Posted by September 29, 2015

A Briton arrested in Las Vegas last year in connection with suspected evasion of taxes worth 136 million euros ($153 million) in the trading of carbon emissions certificates has been extradited to Germany, local prosecutors said.

The move is part of a probe into so-called carousel trades made in 2009 and 2010, in which buyers imported emissions permits in one European Union country without paying value-added tax (VAT) and then sold them to each other, adding VAT to the price and generating tax refunds when no tax had been paid.

The 57-year-old man extradited to Germany is suspected of having been the mastermind of a gang making such trades and having provided capital for the purchase of emissions permits, the Frankfurt prosecutor's office said on Tuesday, without revealing his identity.

"The suspect fed certificates into the trading process via a company based in Dubai, and as the person factually responsible for four companies based in Frankfurt, Munich and Berlin he controlled the VAT carousel through members of the gang," the prosecutor's office said.

The man was arrested in Las Vegas in May last year after a German court issued an international warrant for him. He was brought to Germany on Friday and has been remanded in custody, the prosecutor's office said.

It also said that another suspect, a 35-year-old Briton, surrendered to German authorities voluntarily upon entering the country at Frankfurt airport on Sept. 15.

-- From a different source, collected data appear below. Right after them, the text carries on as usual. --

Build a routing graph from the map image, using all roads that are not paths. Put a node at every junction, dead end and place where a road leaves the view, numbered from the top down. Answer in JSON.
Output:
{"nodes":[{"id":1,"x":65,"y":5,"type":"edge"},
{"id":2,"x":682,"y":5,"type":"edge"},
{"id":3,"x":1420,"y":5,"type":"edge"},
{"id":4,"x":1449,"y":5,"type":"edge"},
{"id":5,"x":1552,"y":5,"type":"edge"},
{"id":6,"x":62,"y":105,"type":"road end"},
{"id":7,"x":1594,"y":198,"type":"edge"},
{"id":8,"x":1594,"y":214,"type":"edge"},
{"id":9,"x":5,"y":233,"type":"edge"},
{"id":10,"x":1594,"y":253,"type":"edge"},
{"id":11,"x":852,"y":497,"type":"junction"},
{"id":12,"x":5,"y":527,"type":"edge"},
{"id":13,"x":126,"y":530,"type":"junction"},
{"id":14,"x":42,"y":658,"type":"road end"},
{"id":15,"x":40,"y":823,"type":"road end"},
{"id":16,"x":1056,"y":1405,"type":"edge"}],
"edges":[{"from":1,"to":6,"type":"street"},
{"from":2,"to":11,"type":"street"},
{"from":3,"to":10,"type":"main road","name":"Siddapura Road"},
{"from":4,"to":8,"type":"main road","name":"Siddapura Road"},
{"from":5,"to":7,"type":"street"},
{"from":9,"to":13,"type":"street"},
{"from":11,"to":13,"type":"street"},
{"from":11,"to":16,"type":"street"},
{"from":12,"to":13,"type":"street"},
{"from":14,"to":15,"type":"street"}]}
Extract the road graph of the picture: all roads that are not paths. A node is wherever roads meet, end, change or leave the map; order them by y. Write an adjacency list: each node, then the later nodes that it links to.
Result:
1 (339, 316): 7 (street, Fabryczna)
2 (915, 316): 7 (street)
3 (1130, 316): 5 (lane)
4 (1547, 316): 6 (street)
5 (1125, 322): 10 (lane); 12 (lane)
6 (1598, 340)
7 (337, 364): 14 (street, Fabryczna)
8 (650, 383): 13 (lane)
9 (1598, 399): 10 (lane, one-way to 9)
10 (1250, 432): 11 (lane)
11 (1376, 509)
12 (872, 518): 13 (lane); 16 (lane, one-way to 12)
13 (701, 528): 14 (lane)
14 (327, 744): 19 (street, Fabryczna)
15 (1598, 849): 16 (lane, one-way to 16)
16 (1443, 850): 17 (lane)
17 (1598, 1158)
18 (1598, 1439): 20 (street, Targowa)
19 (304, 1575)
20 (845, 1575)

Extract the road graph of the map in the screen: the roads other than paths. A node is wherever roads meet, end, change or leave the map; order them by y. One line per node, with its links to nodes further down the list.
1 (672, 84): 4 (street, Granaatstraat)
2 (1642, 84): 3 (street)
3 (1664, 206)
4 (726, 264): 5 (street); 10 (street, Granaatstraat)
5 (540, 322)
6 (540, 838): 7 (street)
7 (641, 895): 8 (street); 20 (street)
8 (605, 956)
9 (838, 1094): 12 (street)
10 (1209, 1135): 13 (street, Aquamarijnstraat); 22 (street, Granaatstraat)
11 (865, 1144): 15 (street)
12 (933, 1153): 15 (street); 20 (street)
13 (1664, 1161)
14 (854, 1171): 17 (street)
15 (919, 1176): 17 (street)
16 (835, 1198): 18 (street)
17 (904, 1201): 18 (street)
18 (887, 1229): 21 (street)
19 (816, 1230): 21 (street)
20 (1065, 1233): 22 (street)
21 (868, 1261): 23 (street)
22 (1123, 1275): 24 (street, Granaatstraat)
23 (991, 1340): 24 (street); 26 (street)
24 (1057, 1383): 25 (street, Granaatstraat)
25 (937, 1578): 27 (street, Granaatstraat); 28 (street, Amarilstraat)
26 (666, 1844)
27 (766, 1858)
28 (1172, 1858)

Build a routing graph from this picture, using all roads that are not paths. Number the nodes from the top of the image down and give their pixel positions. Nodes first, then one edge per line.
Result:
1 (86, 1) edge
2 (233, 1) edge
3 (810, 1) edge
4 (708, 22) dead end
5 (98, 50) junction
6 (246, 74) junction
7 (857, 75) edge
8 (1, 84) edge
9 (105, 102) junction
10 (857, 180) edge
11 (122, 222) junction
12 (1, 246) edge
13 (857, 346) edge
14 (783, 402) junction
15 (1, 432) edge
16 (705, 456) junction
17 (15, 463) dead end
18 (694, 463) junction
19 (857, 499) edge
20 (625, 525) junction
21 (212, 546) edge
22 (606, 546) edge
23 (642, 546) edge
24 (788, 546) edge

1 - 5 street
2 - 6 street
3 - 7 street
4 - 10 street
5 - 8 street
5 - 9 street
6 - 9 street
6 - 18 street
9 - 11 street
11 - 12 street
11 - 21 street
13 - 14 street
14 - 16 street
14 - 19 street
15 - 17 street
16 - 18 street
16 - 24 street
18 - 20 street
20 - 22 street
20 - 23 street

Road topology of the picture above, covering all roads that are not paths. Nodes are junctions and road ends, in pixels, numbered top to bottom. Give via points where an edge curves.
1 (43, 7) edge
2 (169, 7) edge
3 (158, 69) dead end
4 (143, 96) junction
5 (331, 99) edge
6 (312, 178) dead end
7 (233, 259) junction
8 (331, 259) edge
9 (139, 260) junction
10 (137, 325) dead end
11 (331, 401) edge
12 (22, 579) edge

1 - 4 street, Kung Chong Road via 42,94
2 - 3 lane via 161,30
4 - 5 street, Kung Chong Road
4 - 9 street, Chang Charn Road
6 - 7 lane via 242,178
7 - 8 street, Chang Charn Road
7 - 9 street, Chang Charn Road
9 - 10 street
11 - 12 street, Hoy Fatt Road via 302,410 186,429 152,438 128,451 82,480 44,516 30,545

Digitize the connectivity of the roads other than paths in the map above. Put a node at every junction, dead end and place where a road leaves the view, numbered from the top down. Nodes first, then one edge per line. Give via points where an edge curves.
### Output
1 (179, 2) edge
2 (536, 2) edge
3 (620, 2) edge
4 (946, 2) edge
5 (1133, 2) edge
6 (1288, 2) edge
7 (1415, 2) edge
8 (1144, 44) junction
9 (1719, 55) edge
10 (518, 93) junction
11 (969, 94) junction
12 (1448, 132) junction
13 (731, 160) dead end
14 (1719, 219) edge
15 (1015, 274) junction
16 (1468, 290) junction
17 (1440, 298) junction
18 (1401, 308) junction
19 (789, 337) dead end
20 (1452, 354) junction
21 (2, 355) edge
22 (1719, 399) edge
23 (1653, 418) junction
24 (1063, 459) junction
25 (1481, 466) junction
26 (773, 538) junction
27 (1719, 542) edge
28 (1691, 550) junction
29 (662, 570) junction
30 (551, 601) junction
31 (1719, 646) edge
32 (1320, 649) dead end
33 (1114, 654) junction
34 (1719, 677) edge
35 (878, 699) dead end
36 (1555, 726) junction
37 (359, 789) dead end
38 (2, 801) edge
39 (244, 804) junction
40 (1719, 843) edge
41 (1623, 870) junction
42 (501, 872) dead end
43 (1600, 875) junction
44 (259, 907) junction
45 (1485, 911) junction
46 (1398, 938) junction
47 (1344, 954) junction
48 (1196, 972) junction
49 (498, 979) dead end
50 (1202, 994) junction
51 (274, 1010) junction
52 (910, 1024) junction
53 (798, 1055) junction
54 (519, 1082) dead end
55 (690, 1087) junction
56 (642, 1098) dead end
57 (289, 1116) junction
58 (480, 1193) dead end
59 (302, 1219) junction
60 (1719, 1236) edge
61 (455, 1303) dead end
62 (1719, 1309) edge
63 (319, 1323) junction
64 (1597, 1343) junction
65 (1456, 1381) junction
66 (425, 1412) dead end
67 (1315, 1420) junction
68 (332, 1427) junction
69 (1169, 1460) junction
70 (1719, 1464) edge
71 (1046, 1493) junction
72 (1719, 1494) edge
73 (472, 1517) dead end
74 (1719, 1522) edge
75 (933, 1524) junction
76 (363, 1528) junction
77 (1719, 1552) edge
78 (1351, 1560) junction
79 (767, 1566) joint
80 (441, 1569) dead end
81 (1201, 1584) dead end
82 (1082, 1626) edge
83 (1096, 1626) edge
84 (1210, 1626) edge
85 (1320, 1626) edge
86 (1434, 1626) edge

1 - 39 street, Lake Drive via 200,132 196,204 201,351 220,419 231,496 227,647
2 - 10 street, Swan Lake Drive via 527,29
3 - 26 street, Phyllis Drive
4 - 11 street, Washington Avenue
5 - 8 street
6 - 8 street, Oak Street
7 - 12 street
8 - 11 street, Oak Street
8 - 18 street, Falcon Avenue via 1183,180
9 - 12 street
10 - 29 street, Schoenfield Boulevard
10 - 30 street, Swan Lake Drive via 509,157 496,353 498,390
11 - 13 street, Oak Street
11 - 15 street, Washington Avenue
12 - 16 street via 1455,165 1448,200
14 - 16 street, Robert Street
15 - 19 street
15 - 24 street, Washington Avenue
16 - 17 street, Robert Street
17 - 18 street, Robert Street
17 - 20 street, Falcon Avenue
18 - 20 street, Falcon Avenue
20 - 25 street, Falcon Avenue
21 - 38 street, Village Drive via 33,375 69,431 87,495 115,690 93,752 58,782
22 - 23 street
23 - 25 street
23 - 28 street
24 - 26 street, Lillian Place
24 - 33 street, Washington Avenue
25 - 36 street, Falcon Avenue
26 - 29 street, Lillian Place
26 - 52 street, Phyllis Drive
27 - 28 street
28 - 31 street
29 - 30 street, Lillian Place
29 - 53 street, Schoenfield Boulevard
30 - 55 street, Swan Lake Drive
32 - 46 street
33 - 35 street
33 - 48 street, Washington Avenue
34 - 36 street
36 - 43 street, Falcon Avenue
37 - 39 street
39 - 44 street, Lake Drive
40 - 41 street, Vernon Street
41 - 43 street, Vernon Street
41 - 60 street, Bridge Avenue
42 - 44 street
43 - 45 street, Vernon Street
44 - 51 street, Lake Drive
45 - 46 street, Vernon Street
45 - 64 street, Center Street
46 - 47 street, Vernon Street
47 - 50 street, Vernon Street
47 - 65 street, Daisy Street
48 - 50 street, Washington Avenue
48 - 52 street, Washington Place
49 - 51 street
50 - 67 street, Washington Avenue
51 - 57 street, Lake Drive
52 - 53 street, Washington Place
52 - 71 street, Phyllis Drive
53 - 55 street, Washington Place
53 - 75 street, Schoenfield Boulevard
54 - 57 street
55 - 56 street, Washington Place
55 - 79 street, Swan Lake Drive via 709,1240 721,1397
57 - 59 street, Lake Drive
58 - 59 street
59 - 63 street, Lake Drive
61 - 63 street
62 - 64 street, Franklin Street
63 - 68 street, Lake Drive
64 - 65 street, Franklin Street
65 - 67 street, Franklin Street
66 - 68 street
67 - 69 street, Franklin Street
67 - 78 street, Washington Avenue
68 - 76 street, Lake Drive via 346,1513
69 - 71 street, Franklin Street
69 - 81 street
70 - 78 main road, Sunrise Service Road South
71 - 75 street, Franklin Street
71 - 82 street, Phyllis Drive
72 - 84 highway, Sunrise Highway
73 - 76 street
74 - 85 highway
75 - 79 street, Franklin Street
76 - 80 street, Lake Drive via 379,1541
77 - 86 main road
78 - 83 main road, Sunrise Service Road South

The man is suspected of having evaded 58 million euros of taxes via carousel trades between August 2009 and February 2010, using a Munich-based company that he headed at the time.

More than a dozen people have been jailed in three countries for their involvement in carbon trading scandals. Also, Frankfurt prosecutors last month indicted seven current and one former employee of Deutsche Bank in connection with its carbon fraud probes.